A mi juicio, antes de llegar a tal extremo, lo razonable es (dada la existencia de una ley que permite el aborto), proponer que se especialicen en prácticas abortistas quienes libremente lo deseen y que nadie pueda ser obligado a la práctica de un aborto en contra de su propia conciencia y especialización. Y quien tema o alegue que el problema pueda ser la falta de personal sanitario que voluntariamente desee intervenir en la realización de un aborto, ¿no estaría ante un indicador social –cuanto menos– de la poca oportunidad de la norma?

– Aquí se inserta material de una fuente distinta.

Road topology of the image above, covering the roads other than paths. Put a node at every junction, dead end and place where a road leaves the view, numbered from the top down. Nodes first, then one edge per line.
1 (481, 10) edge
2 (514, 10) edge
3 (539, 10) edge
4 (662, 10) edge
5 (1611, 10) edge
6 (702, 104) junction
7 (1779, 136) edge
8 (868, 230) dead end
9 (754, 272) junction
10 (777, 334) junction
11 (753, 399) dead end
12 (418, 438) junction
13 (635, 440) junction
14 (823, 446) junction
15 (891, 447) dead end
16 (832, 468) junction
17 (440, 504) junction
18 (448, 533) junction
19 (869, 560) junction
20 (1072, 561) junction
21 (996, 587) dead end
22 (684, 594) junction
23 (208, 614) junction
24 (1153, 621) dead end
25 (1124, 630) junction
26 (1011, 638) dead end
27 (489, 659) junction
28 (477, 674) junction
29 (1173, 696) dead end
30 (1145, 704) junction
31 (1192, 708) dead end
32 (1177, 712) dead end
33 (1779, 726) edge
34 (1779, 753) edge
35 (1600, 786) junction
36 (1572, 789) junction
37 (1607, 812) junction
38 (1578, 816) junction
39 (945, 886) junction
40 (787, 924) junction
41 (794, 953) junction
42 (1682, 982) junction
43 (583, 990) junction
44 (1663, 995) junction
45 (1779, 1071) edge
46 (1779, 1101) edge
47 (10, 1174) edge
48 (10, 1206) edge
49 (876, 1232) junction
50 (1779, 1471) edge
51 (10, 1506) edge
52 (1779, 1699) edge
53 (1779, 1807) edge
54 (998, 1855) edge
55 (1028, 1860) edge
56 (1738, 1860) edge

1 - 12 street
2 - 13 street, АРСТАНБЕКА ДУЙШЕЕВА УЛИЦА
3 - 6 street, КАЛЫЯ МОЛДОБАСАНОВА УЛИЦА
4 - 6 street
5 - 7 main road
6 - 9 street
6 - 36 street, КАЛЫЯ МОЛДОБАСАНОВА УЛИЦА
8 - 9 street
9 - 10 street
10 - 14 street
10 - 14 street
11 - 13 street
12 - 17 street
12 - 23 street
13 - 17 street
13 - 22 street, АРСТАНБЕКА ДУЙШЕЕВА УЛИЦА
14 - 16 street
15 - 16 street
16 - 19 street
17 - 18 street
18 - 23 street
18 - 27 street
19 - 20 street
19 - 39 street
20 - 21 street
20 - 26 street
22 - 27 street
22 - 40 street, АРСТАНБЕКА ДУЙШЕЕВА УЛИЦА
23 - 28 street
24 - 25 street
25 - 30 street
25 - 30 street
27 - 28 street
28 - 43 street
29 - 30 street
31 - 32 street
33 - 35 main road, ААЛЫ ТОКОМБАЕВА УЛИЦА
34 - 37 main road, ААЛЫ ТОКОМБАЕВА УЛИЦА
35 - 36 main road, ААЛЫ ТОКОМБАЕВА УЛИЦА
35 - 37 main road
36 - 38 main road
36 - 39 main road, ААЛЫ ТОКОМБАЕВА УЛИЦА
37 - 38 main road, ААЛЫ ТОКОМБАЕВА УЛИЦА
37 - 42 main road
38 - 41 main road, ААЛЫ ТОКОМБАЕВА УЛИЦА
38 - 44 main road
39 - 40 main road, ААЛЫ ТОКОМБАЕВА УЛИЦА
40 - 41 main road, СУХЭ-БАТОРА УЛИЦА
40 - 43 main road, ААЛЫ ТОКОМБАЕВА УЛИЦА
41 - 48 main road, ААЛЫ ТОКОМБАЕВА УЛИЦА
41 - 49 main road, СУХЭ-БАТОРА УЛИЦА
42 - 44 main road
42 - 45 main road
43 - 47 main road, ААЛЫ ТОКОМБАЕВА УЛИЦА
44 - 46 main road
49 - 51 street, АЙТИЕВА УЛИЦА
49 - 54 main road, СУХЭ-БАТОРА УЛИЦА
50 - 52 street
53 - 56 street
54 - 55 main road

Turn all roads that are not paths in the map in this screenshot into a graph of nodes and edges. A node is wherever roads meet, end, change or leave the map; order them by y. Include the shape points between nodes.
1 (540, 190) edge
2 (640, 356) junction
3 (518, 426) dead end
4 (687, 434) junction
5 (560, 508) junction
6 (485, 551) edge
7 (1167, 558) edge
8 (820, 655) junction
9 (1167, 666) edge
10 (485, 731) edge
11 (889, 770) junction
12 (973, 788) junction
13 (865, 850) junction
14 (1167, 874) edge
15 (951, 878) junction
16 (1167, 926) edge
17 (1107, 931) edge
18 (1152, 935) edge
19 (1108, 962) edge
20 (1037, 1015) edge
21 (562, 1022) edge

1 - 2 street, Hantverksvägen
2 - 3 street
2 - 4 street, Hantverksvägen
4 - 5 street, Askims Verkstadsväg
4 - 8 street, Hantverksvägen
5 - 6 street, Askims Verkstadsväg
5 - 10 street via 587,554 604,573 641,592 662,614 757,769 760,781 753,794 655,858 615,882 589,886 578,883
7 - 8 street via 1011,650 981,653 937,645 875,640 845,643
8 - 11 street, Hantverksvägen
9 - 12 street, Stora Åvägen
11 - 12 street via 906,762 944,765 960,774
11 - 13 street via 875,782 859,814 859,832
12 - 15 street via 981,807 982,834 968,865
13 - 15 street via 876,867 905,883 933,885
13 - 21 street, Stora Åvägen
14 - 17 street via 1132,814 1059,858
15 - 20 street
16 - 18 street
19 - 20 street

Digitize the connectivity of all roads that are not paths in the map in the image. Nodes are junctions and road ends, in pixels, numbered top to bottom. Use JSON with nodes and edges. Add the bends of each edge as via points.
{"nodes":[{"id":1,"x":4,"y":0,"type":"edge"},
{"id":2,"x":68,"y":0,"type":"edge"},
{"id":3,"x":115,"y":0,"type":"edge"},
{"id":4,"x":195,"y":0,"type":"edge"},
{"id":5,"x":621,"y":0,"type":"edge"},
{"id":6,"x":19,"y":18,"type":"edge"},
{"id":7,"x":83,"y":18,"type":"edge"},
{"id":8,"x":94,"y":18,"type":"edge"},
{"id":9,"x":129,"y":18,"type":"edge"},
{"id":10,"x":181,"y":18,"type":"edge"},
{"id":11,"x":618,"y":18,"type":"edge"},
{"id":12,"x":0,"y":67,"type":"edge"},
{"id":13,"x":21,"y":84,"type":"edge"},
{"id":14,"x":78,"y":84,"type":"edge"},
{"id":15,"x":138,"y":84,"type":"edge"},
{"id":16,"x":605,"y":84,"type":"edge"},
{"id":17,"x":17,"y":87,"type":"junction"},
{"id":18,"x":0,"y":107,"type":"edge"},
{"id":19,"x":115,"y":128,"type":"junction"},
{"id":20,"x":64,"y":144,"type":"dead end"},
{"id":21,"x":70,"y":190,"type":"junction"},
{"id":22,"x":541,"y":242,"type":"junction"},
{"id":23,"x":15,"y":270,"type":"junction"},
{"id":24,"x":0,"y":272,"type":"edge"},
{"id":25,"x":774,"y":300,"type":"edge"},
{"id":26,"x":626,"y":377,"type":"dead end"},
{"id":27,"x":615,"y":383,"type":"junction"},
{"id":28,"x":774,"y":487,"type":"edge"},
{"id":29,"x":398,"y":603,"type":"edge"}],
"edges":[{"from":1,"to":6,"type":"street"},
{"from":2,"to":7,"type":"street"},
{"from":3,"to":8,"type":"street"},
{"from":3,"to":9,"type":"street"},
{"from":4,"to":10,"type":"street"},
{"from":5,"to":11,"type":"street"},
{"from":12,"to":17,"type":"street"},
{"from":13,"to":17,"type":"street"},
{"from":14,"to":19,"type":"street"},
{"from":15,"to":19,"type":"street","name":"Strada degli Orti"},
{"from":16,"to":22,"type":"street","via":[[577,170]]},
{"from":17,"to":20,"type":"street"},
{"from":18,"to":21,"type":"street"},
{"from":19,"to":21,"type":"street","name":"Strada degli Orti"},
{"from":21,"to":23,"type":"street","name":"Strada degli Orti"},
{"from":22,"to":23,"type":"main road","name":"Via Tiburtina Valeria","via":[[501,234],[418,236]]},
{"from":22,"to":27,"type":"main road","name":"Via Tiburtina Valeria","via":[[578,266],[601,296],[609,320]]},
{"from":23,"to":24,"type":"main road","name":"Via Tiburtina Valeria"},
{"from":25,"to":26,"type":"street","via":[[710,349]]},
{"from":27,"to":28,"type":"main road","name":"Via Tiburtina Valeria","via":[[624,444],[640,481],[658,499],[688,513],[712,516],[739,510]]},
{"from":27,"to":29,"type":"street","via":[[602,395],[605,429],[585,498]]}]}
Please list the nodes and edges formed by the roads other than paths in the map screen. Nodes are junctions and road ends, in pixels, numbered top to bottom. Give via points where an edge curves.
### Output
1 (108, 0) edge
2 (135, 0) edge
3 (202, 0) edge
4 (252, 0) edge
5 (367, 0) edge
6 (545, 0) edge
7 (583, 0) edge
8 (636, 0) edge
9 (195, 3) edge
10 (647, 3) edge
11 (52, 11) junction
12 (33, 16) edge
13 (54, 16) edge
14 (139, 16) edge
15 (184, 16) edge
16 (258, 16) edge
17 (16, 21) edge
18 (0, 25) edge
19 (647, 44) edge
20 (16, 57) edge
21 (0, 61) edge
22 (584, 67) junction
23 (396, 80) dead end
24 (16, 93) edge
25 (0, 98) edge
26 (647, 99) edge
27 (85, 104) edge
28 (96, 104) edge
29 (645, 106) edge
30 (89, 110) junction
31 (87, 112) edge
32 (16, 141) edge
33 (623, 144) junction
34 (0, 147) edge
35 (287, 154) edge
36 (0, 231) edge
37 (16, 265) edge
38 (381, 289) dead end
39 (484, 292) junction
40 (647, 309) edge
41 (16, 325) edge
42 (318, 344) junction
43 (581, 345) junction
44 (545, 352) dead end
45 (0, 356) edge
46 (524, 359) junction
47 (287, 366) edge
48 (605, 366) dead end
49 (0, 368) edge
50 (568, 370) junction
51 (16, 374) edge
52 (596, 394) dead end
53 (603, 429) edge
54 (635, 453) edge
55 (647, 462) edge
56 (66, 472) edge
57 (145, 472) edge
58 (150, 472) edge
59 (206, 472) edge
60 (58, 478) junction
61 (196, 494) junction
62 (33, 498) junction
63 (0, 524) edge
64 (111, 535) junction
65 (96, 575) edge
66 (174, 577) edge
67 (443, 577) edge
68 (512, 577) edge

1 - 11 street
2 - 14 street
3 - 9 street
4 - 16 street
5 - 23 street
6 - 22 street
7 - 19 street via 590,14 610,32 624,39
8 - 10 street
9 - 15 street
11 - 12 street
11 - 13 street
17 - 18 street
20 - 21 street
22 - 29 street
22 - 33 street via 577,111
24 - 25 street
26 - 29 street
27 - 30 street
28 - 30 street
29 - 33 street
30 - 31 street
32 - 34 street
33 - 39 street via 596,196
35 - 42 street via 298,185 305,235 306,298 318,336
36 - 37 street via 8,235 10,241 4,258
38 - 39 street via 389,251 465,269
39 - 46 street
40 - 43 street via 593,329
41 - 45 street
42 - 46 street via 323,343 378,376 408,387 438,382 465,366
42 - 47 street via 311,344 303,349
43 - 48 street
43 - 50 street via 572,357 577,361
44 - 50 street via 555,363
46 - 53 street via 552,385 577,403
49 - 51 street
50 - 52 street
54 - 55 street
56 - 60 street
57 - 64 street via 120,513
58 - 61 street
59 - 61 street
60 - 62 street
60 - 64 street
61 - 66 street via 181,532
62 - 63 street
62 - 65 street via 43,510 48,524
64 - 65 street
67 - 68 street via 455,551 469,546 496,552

Tan libres somos para pensar que la norma ha llegado demasiado lejos en la regulación del aborto, como para pensar –en conciencia– lo contrario. Pero porque somos libres y porque cada uno responde ante su conciencia, no es indiferente volver sobre la cuestión de si existe el derecho a la objeción de conciencia y, en caso afirmativo, aproximarnos a su esencia, es decir, a aquellos supuestos en los que, como mínimo, debe ser admitido. Sólo entonces podremos debatir la legitimidad o desproporción de lo que a mis ojos constituiría una triste reivindicación: la que consiste en afirmar que debe reformarse la ley a fin de negar al personal médico la posibilidad de objetar en conciencia a la práctica del aborto.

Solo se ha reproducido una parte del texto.